Me: God dammit.
Me: Why aren’t you answering?
Luca: Sorry. I forgot you took yourself out of there the last time I pissed you off. Adding you back in now.
Me: NO!!
Luca Santo has added Leo Santo to the chat.
Me: God dammit.
Dom: Oh, how the mighty have fallen!
Dom: This may be the best day of my life.
Alex: I thought that was when you married Kate.
Dom: She’ll understand.
Me: Whatdid he tell you?
Luca: I didn’t TELL them anything.
Alex: Screenshots are forever, my guy.
Sebastian: I haven’t been married into this family for that long, but this seems like a really unhealthy relationship between all of you.

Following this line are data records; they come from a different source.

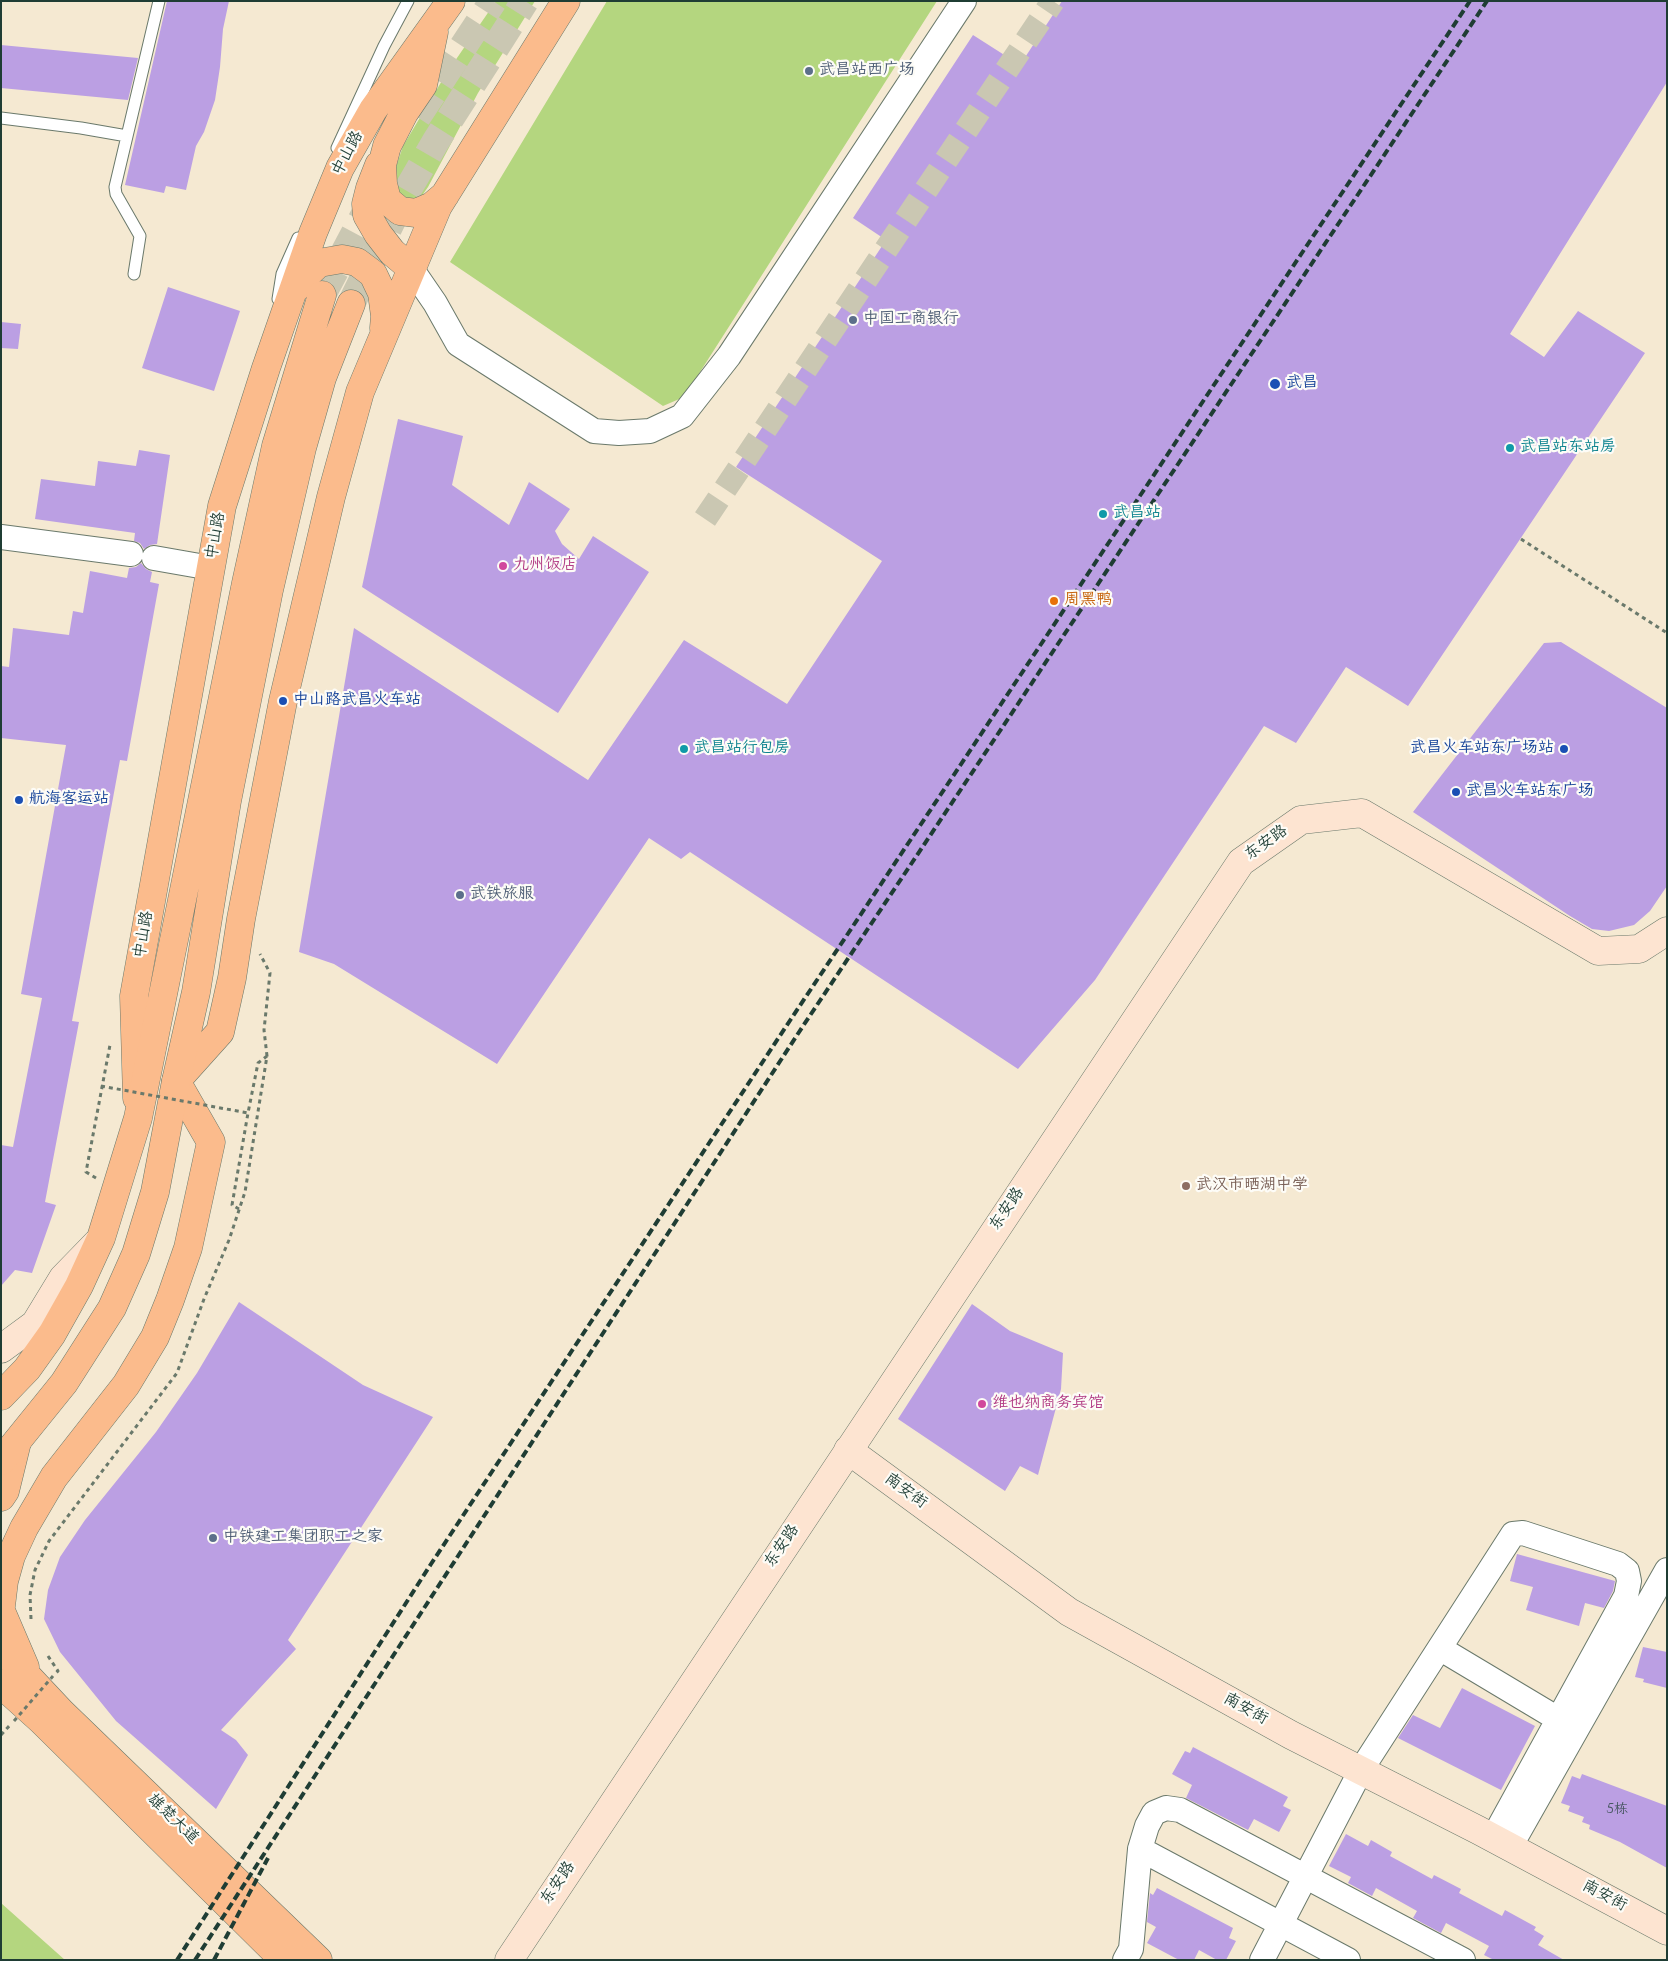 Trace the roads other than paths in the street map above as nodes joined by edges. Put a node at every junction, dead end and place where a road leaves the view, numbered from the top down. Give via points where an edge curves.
1 (159, 1) edge
2 (408, 1) edge
3 (566, 1) edge
4 (964, 1) edge
5 (444, 11) edge
6 (1, 118) edge
7 (127, 136) junction
8 (387, 146) junction
9 (319, 189) dead end
10 (445, 194) junction
11 (304, 223) dead end
12 (411, 268) junction
13 (134, 274) dead end
14 (322, 295) tunnel mouth
15 (291, 296) junction
16 (351, 304) tunnel mouth
17 (280, 331) junction
18 (383, 336) junction
19 (1, 537) edge
20 (211, 568) junction
21 (1667, 931) edge
22 (176, 1081) junction
23 (138, 1118) junction
24 (101, 1238) junction
25 (1, 1349) edge
26 (1, 1396) edge
27 (848, 1450) junction
28 (9, 1451) edge
29 (1, 1498) edge
30 (1667, 1570) edge
31 (1, 1606) edge
32 (1, 1611) edge
33 (1, 1648) edge
34 (1441, 1649) junction
35 (17, 1685) edge
36 (1558, 1719) junction
37 (1361, 1770) junction
38 (1502, 1842) junction
39 (1140, 1849) junction
40 (1305, 1876) junction
41 (1280, 1924) junction
42 (1667, 1931) edge
43 (284, 1960) edge
44 (318, 1960) edge
45 (509, 1960) edge
46 (1125, 1960) edge
47 (1262, 1960) edge
48 (1348, 1960) edge
49 (1463, 1960) edge

1 - 7 lane
2 - 9 lane
3 - 10 main road
4 - 12 street via 729,356 682,416 650,431 594,431 458,344
5 - 8 main road via 423,84
5 - 15 main road, 中山路 via 373,110 340,168
6 - 7 lane
7 - 13 lane via 115,187 140,236
8 - 10 main road via 382,165 383,184 387,200 400,211 416,213 432,206
8 - 12 main road via 370,188 367,215 392,252
10 - 12 main road
11 - 17 lane via 282,274 278,300
12 - 18 main road
14 - 23 main road via 276,446
15 - 17 main road, 中山路
15 - 18 main road via 319,263 342,259 357,262 373,274 382,293
16 - 22 main road via 322,378 269,590 227,801 196,992
17 - 20 main road, 中山路 via 222,506
18 - 22 main road via 360,392 331,497 283,701 220,1032
19 - 20 street
20 - 23 main road, 中山路 via 134,996
21 - 27 street, 东安路 via 1639,949 1598,951 1362,813 1302,820 1241,862
22 - 28 main road via 155,1192 136,1254 112,1308 64,1383
22 - 31 main road via 211,1142 182,1265 155,1337 126,1385 54,1477 24,1528 11,1556
23 - 24 main road
24 - 25 street via 63,1278 35,1324
24 - 26 main road via 80,1286 52,1334 27,1370
27 - 37 street, 南安街 via 1069,1612 1291,1735
27 - 45 street, 东安路
28 - 29 main road via 5,1491
30 - 38 street
32 - 35 main road via 20,1650
33 - 35 main road
34 - 36 street
34 - 36 street via 1513,1534 1523,1533 1618,1564 1627,1570 1626,1596
34 - 37 street
35 - 43 main road, 雄楚大道
35 - 44 main road, 雄楚大道 via 61,1712
36 - 38 street
37 - 38 street, 南安街
37 - 40 street
38 - 42 street, 南安街
39 - 40 street via 1154,1813 1166,1808 1180,1810
39 - 41 street
39 - 46 street via 1131,1950
40 - 41 street
40 - 49 street
41 - 47 street
41 - 48 street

Travis: You get used to it.
Stone: No, you don’t.
Stone: I’ve tried to leave, but short of blocking every last one of these assholes, Luca keeps putting me back in here.

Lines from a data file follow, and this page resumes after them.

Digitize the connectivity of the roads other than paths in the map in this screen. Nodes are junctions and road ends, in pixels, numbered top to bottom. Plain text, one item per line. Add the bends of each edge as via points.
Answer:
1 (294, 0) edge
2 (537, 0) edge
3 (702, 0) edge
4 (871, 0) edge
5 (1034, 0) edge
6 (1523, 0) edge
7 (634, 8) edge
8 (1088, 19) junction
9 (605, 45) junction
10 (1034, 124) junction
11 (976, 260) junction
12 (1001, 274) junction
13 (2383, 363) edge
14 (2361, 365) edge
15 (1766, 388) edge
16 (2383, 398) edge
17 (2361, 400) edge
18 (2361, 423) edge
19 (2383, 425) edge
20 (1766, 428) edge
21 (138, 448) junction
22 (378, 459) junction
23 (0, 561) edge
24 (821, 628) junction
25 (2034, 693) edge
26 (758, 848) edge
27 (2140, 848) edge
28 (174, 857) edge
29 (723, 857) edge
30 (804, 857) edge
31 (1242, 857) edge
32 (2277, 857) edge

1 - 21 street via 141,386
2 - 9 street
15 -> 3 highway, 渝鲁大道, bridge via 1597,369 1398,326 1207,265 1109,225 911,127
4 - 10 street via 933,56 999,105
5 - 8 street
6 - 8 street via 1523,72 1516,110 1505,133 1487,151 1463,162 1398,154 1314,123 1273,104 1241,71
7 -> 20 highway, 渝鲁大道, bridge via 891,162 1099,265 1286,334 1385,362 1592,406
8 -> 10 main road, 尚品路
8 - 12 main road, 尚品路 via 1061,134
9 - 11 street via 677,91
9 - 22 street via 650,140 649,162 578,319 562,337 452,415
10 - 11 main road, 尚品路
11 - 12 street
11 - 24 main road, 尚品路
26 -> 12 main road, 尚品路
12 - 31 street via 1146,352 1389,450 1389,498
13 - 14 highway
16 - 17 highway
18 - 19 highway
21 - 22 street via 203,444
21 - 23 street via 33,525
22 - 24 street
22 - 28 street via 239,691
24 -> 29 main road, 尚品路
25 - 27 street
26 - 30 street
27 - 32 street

Me: You guys can get a divorce. I’m forced into this by blood.
Dom: Well, we can’t get to helping you with advice until you tell us who the lucky lady is. Someone we might know?

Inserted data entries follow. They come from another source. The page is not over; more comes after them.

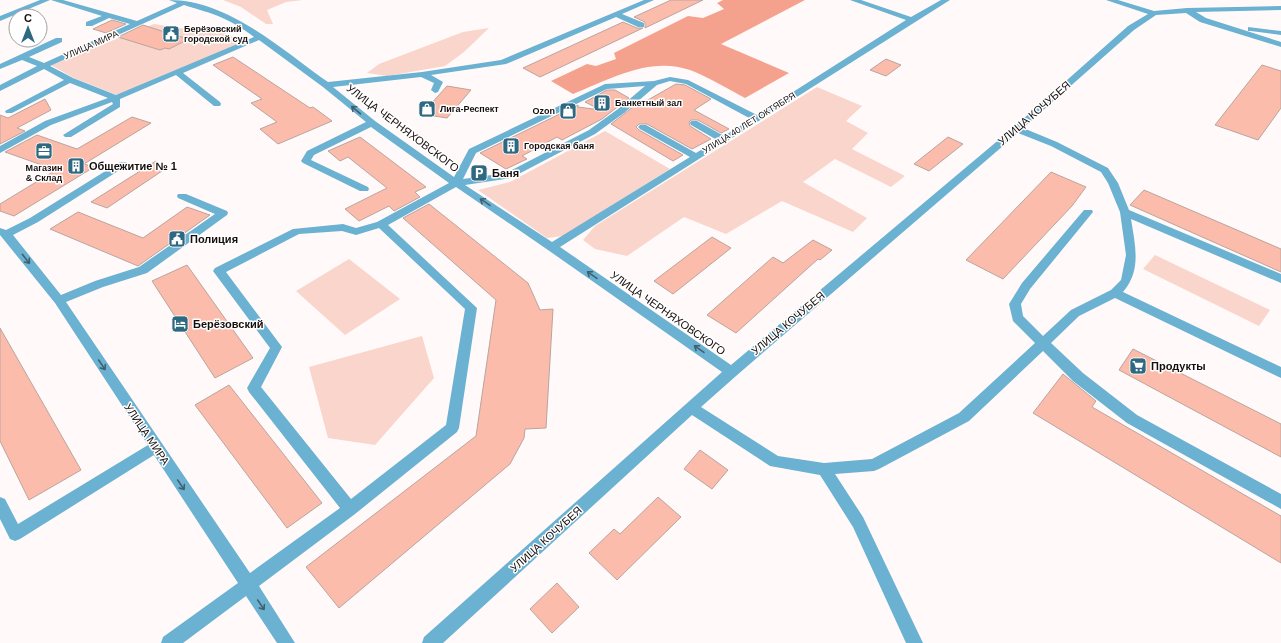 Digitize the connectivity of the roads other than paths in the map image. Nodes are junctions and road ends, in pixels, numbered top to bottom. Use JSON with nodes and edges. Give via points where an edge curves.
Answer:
{"nodes":[{"id":1,"x":46,"y":0,"type":"edge"},
{"id":2,"x":55,"y":0,"type":"edge"},
{"id":3,"x":173,"y":0,"type":"edge"},
{"id":4,"x":205,"y":0,"type":"edge"},
{"id":5,"x":650,"y":0,"type":"edge"},
{"id":6,"x":854,"y":0,"type":"edge"},
{"id":7,"x":946,"y":0,"type":"edge"},
{"id":8,"x":1110,"y":0,"type":"edge"},
{"id":9,"x":188,"y":4,"type":"junction"},
{"id":10,"x":1281,"y":8,"type":"edge"},
{"id":11,"x":1188,"y":10,"type":"junction"},
{"id":12,"x":1154,"y":13,"type":"junction"},
{"id":13,"x":618,"y":15,"type":"junction"},
{"id":14,"x":108,"y":16,"type":"junction"},
{"id":15,"x":0,"y":19,"type":"edge"},
{"id":16,"x":912,"y":20,"type":"junction"},
{"id":17,"x":89,"y":24,"type":"dead end"},
{"id":18,"x":138,"y":24,"type":"junction"},
{"id":19,"x":641,"y":25,"type":"dead end"},
{"id":20,"x":1229,"y":28,"type":"junction"},
{"id":21,"x":1281,"y":33,"type":"edge"},
{"id":22,"x":261,"y":37,"type":"junction"},
{"id":23,"x":59,"y":40,"type":"dead end"},
{"id":24,"x":1281,"y":45,"type":"edge"},
{"id":25,"x":22,"y":57,"type":"junction"},
{"id":26,"x":44,"y":66,"type":"junction"},
{"id":27,"x":0,"y":67,"type":"edge"},
{"id":28,"x":177,"y":72,"type":"junction"},
{"id":29,"x":422,"y":74,"type":"junction"},
{"id":30,"x":70,"y":80,"type":"junction"},
{"id":31,"x":654,"y":83,"type":"junction"},
{"id":32,"x":326,"y":85,"type":"junction"},
{"id":33,"x":0,"y":88,"type":"edge"},
{"id":34,"x":435,"y":90,"type":"dead end"},
{"id":35,"x":116,"y":98,"type":"junction"},
{"id":36,"x":217,"y":104,"type":"dead end"},
{"id":37,"x":9,"y":111,"type":"dead end"},
{"id":38,"x":757,"y":118,"type":"junction"},
{"id":39,"x":372,"y":123,"type":"junction"},
{"id":40,"x":694,"y":123,"type":"dead end"},
{"id":41,"x":643,"y":127,"type":"dead end"},
{"id":42,"x":1017,"y":129,"type":"junction"},
{"id":43,"x":68,"y":135,"type":"dead end"},
{"id":44,"x":724,"y":140,"type":"junction"},
{"id":45,"x":0,"y":150,"type":"edge"},
{"id":46,"x":696,"y":157,"type":"junction"},
{"id":47,"x":123,"y":164,"type":"dead end"},
{"id":48,"x":456,"y":183,"type":"junction"},
{"id":49,"x":364,"y":189,"type":"dead end"},
{"id":50,"x":182,"y":196,"type":"dead end"},
{"id":51,"x":1088,"y":212,"type":"dead end"},
{"id":52,"x":1125,"y":212,"type":"junction"},
{"id":53,"x":381,"y":224,"type":"junction"},
{"id":54,"x":3,"y":232,"type":"edge"},
{"id":55,"x":552,"y":246,"type":"junction"},
{"id":56,"x":1281,"y":279,"type":"edge"},
{"id":57,"x":1115,"y":293,"type":"junction"},
{"id":58,"x":58,"y":300,"type":"junction"},
{"id":59,"x":1044,"y":343,"type":"junction"},
{"id":60,"x":731,"y":372,"type":"junction"},
{"id":61,"x":1281,"y":373,"type":"edge"},
{"id":62,"x":691,"y":408,"type":"junction"},
{"id":63,"x":156,"y":447,"type":"junction"},
{"id":64,"x":824,"y":469,"type":"junction"},
{"id":65,"x":1281,"y":502,"type":"edge"},
{"id":66,"x":0,"y":504,"type":"edge"},
{"id":67,"x":350,"y":509,"type":"junction"},
{"id":68,"x":248,"y":585,"type":"junction"},
{"id":69,"x":170,"y":643,"type":"edge"},
{"id":70,"x":287,"y":643,"type":"edge"},
{"id":71,"x":430,"y":643,"type":"edge"},
{"id":72,"x":915,"y":643,"type":"edge"}],
"edges":[{"from":1,"to":15,"type":"street"},
{"from":2,"to":14,"type":"street"},
{"from":3,"to":9,"type":"street","name":"УЛИЦА ЧЕРНЯХОВСКОГО"},
{"from":4,"to":9,"type":"street","name":"УЛИЦА МИРА"},
{"from":5,"to":13,"type":"street"},
{"from":6,"to":16,"type":"street"},
{"from":7,"to":16,"type":"street","name":"УЛИЦА 40 ЛЕТ ОКТЯБРЯ"},
{"from":8,"to":12,"type":"street"},
{"from":9,"to":18,"type":"street","name":"УЛИЦА МИРА"},
{"from":9,"to":22,"type":"street","name":"УЛИЦА ЧЕРНЯХОВСКОГО","via":[[220,13]]},
{"from":10,"to":11,"type":"street"},
{"from":11,"to":12,"type":"street"},
{"from":11,"to":20,"type":"street","via":[[1203,20]]},
{"from":12,"to":42,"type":"street","name":"УЛИЦА КОЧУБЕЯ","via":[[1131,28]]},
{"from":13,"to":19,"type":"street"},
{"from":13,"to":29,"type":"street","via":[[503,62]]},
{"from":14,"to":17,"type":"street"},
{"from":14,"to":18,"type":"street"},
{"from":16,"to":38,"type":"street","name":"УЛИЦА 40 ЛЕТ ОКТЯБРЯ"},
{"from":18,"to":26,"type":"street","name":"УЛИЦА МИРА"},
{"from":20,"to":21,"type":"street"},
{"from":20,"to":24,"type":"street"},
{"from":22,"to":28,"type":"street"},
{"from":22,"to":32,"type":"street","name":"УЛИЦА ЧЕРНЯХОВСКОГО"},
{"from":23,"to":25,"type":"street"},
{"from":25,"to":26,"type":"street"},
{"from":25,"to":27,"type":"street"},
{"from":26,"to":30,"type":"street"},
{"from":26,"to":33,"type":"street","name":"УЛИЦА МИРА"},
{"from":28,"to":35,"type":"street"},
{"from":28,"to":36,"type":"street"},
{"from":29,"to":32,"type":"street"},
{"from":29,"to":34,"type":"street","via":[[439,82]]},
{"from":30,"to":35,"type":"street"},
{"from":30,"to":37,"type":"street"},
{"from":31,"to":38,"type":"street","via":[[670,79],[688,82]]},
{"from":31,"to":48,"type":"street","via":[[592,132],[508,176]]},
{"from":31,"to":48,"type":"street","via":[[605,87],[472,151]]},
{"from":39,"to":32,"type":"street","name":"УЛИЦА ЧЕРНЯХОВСКОГО","one_way":true},
{"from":35,"to":43,"type":"street","via":[[117,106]]},
{"from":35,"to":45,"type":"street","via":[[48,123]]},
{"from":38,"to":44,"type":"street","name":"УЛИЦА 40 ЛЕТ ОКТЯБРЯ"},
{"from":39,"to":48,"type":"street","name":"УЛИЦА ЧЕРНЯХОВСКОГО"},
{"from":39,"to":49,"type":"street","via":[[310,153],[306,161]]},
{"from":40,"to":44,"type":"street"},
{"from":41,"to":46,"type":"street"},
{"from":42,"to":52,"type":"street","via":[[1054,144],[1105,170]]},
{"from":42,"to":60,"type":"street","name":"УЛИЦА КОЧУБЕЯ"},
{"from":44,"to":46,"type":"street","name":"УЛИЦА 40 ЛЕТ ОКТЯБРЯ"},
{"from":46,"to":55,"type":"street","name":"УЛИЦА 40 ЛЕТ ОКТЯБРЯ"},
{"from":47,"to":54,"type":"street","via":[[34,220]]},
{"from":48,"to":53,"type":"street"},
{"from":55,"to":48,"type":"street","name":"УЛИЦА ЧЕРНЯХОВСКОГО","one_way":true},
{"from":50,"to":58,"type":"street","via":[[223,213],[143,270]]},
{"from":51,"to":59,"type":"street","via":[[1026,286],[1015,304],[1017,318]]},
{"from":52,"to":56,"type":"street"},
{"from":52,"to":57,"type":"street","via":[[1131,256],[1126,281]]},
{"from":53,"to":67,"type":"street","via":[[471,308],[452,428]]},
{"from":53,"to":67,"type":"street","via":[[356,232],[343,227],[297,231],[219,271],[276,347],[254,388]]},
{"from":54,"to":58,"type":"street","name":"УЛИЦА МИРА","one_way":true},
{"from":60,"to":55,"type":"street","name":"УЛИЦА ЧЕРНЯХОВСКОГО","one_way":true},
{"from":57,"to":59,"type":"street","via":[[1075,313]]},
{"from":57,"to":61,"type":"street"},
{"from":58,"to":63,"type":"street","name":"УЛИЦА МИРА","one_way":true},
{"from":59,"to":64,"type":"street","via":[[964,417],[874,465]]},
{"from":59,"to":65,"type":"street","via":[[1078,377],[1132,419]]},
{"from":60,"to":62,"type":"street","name":"УЛИЦА КОЧУБЕЯ"},
{"from":62,"to":64,"type":"street","via":[[775,462]]},
{"from":62,"to":71,"type":"street","name":"УЛИЦА КОЧУБЕЯ"},
{"from":63,"to":66,"type":"street","via":[[15,534]]},
{"from":63,"to":68,"type":"street","name":"УЛИЦА МИРА","one_way":true},
{"from":64,"to":72,"type":"street","via":[[858,522]]},
{"from":67,"to":68,"type":"street"},
{"from":68,"to":69,"type":"street"},
{"from":68,"to":70,"type":"street","name":"УЛИЦА МИРА","one_way":true}]}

Me: Does that detail really matter?
Alex: It does if it’s who we think it is.
Travis: IT’S ELLA! Gianna confirmed.
Me: What the fuck?
Me: She went to my sister to gab about this? Fucking hell.
Me: Couldn’t she have gone to anyone else? Now I can’t look G in the eye. Hell, I can’t look any of you in the eyes.
Luca: Trav, did Ella complain about anything?
Travis: According to G, it was “hot as hell” and she was “unprepared for it,” whatever that means.
Me: It means I literally started jerking off, talked out loud like it was Ella, she heard, and then I came.
Dom: Seriously. Best day of my life.
Luca: I feel awful for your wife and children, Dom. Like … really awful.